§ **SUPPLIED RECORDS**:
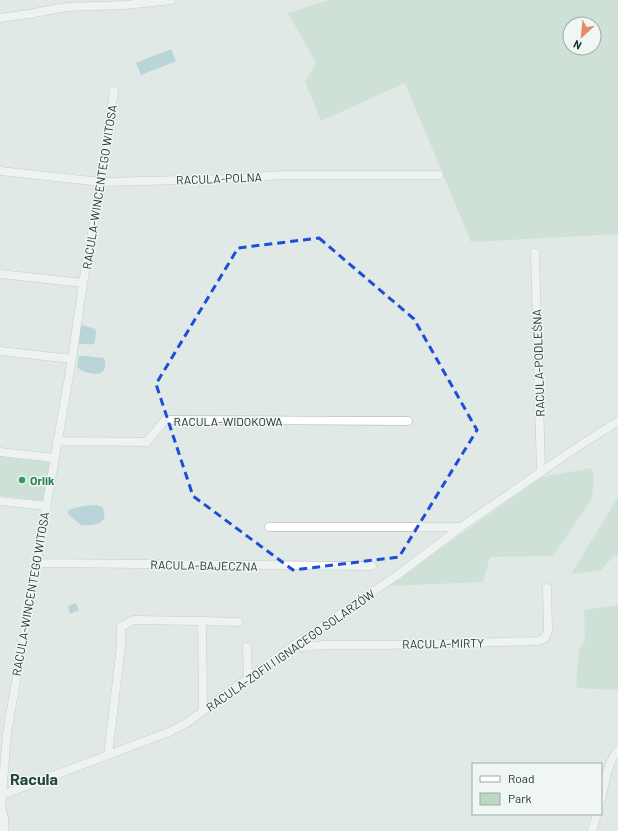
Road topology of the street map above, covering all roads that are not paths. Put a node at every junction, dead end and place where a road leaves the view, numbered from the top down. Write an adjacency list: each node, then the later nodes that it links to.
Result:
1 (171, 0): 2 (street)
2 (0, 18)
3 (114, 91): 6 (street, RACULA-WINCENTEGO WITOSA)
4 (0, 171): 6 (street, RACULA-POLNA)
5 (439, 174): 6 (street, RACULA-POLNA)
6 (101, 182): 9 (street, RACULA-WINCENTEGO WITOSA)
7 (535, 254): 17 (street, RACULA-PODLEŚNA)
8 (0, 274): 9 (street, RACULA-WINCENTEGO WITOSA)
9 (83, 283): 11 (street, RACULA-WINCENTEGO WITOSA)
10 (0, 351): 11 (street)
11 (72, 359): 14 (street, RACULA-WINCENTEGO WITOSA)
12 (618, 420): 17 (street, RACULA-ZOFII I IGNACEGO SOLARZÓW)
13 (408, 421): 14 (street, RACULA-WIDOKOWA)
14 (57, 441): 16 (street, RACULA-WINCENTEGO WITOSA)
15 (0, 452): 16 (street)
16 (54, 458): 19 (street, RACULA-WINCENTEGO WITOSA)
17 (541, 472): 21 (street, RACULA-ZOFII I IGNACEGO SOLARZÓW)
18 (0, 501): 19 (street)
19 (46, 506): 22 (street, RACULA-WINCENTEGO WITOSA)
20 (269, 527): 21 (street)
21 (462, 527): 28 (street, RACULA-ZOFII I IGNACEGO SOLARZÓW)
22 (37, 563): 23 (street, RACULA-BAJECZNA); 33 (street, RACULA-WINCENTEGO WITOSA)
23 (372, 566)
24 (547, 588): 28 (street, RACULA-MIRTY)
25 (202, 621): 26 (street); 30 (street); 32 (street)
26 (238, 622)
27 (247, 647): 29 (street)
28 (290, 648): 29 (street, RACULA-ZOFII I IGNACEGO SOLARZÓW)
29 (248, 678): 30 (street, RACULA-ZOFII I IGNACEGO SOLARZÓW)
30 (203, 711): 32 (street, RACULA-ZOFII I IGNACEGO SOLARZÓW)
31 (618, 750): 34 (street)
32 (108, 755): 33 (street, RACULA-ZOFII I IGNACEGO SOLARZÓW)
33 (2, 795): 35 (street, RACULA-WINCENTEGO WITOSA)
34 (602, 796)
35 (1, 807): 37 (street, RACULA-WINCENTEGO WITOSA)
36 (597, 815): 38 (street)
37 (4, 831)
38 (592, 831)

==

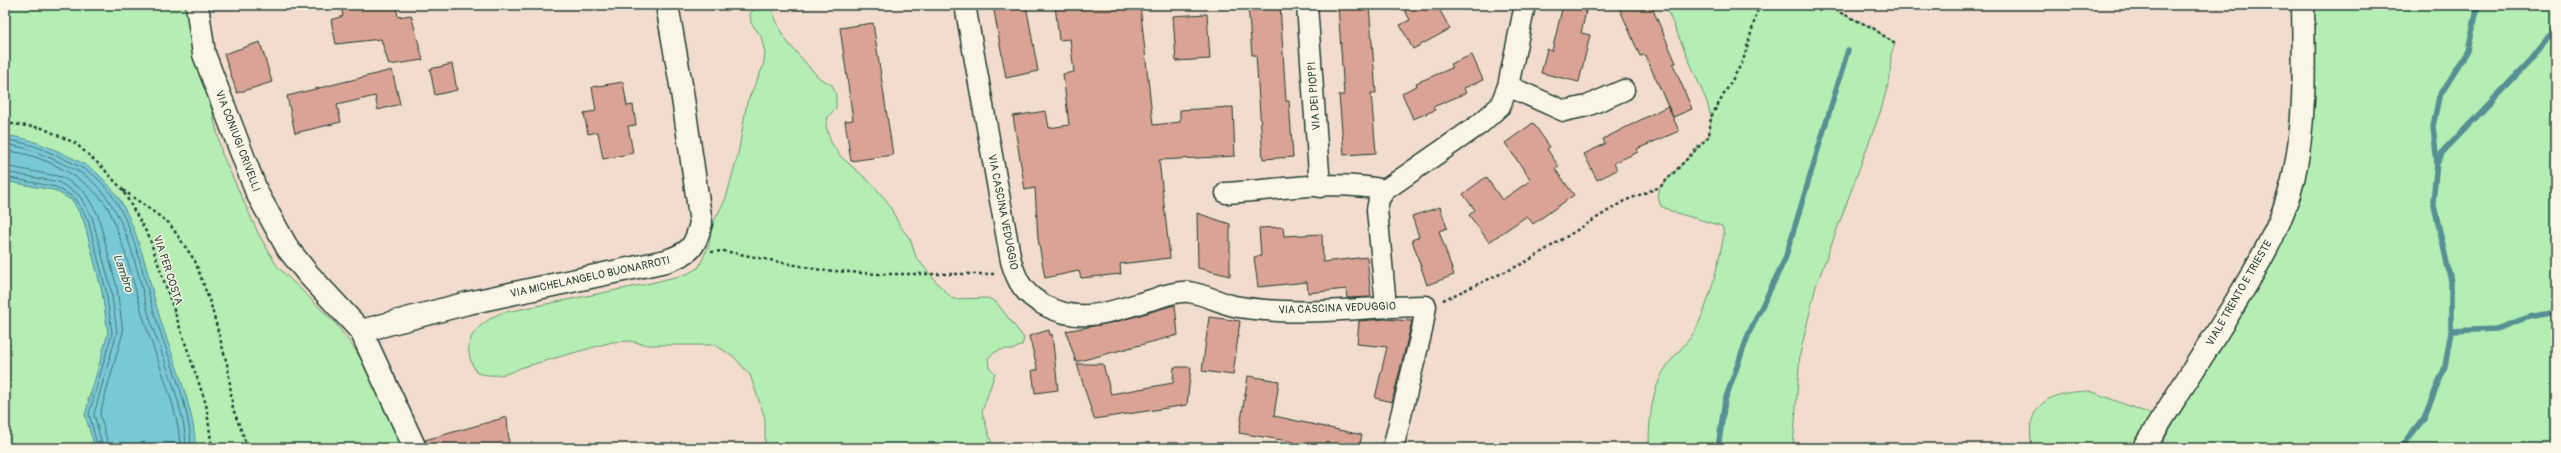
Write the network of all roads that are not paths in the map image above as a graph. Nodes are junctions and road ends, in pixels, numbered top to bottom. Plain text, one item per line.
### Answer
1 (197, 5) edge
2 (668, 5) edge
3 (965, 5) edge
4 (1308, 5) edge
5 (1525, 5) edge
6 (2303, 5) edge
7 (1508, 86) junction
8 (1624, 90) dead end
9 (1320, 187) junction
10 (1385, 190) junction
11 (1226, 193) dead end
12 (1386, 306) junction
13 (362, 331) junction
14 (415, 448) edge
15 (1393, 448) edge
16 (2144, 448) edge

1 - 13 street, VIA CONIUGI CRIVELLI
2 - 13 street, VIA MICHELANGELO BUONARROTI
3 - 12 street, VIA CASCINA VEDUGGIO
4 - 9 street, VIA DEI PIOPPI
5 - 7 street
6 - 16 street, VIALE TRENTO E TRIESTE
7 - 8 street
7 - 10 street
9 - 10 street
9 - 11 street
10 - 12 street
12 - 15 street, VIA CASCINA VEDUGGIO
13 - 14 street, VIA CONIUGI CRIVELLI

§ **WHAT TO WORK ON**:
The lines to show are those in the data above that include "road".

§ **EXPECTED ANSWER**:
Road topology of the street map above, covering all roads that are not paths. Put a node at every junction, dead end and place where a road leaves the view, numbered from the top down. Write an adjacency list: each node, then the later nodes that it links to.
Write the network of all roads that are not paths in the map image above as a graph. Nodes are junctions and road ends, in pixels, numbered top to bottom. Plain text, one item per line.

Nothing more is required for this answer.